CREAMY DIJON-BACON PASTA SALAD



Creamy Dijon-Bacon Pasta Salad image

If you're a potato salad fan but want a new twist on the dish, try this Creamy Dijon-Bacon Pasta Salad. Loaded with bacon, cheese, chopped eggs, green onions and crunchy celery, it's sure to be a hit at your next barbecue, picnic or potluck. Short on time? Just opt for a few premade ingredients to make this easy recipe go even quicker!

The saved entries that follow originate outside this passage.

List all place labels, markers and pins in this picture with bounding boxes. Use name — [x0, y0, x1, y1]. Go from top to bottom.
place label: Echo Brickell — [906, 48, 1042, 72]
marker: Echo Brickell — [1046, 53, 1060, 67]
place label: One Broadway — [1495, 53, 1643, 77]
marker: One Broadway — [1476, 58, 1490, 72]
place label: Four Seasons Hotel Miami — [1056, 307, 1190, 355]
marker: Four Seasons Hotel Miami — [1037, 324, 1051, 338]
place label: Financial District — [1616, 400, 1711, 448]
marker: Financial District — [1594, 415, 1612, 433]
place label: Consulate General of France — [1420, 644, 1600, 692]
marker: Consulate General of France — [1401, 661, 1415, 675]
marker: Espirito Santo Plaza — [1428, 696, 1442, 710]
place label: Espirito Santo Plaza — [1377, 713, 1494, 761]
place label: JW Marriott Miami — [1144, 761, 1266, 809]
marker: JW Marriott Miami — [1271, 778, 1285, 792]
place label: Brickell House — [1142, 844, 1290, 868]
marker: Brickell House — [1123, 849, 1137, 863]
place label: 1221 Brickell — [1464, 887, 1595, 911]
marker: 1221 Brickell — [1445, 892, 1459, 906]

Provided by Betty Crocker Kitchens

Categories     Lunch

Time 25m

Yield 6

Number Of Ingredients 8

1 box (7.5 oz) Betty Crocker™ Suddenly Salad™ Ranch & Bacon Pasta Salad Mix
1/2 cup mayonnaise
2 teaspoons Dijon mustard
3 hard-cooked eggs, peeled, coarsely chopped (about 1 cup)
1/2 cup chopped cooked bacon (6 slices)
1/2 cup shredded cheddar cheese (2 oz)
1/4 cup chopped celery
1/4 cup chopped green onions

Steps:

  • Pour pasta (from box) into 3-quart saucepan 2/3 full of boiling water. Gently boil uncovered 12 minutes, stirring occasionally. Drain pasta. Rinse with cold water; drain well.
  • In large bowl, stir together seasoning (from box), mayonnaise and Dijon mustard to make dressing.
  • Add pasta, eggs, bacon, cheese, celery and onions to dressing mixture in bowl; toss to gently coat. Serve immediately, or cover and refrigerate until serving.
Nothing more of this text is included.